◆ TASK DIRECTIONS:
Copy out each line of the material in which the word "pinky" can be found.

◆ DATA FOR ANALYSIS:
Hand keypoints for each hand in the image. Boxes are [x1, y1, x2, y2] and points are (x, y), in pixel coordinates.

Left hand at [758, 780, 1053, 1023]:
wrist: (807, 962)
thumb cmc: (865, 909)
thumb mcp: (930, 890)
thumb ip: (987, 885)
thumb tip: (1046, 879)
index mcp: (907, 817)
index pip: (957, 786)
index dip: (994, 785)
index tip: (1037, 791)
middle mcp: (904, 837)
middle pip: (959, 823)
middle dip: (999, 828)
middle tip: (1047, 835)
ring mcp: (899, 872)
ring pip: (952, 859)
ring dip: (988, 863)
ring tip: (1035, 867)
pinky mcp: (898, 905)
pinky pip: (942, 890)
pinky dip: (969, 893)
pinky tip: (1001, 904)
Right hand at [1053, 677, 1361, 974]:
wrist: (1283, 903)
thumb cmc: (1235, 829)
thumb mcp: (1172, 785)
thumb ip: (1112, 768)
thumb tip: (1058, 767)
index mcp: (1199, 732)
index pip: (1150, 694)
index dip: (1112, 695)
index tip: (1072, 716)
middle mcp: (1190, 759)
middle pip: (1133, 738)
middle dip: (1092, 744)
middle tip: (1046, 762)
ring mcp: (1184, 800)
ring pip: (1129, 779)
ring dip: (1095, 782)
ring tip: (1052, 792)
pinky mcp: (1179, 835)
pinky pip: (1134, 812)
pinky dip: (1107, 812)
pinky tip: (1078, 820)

◆ SOLVED EXERCISE:
pinky mcp: (898, 905)
pinky pip: (942, 890)
pinky dip: (969, 893)
pinky tip: (1001, 904)
pinky mcp: (1179, 835)
pinky pip: (1134, 812)
pinky dip: (1107, 812)
pinky tip: (1078, 820)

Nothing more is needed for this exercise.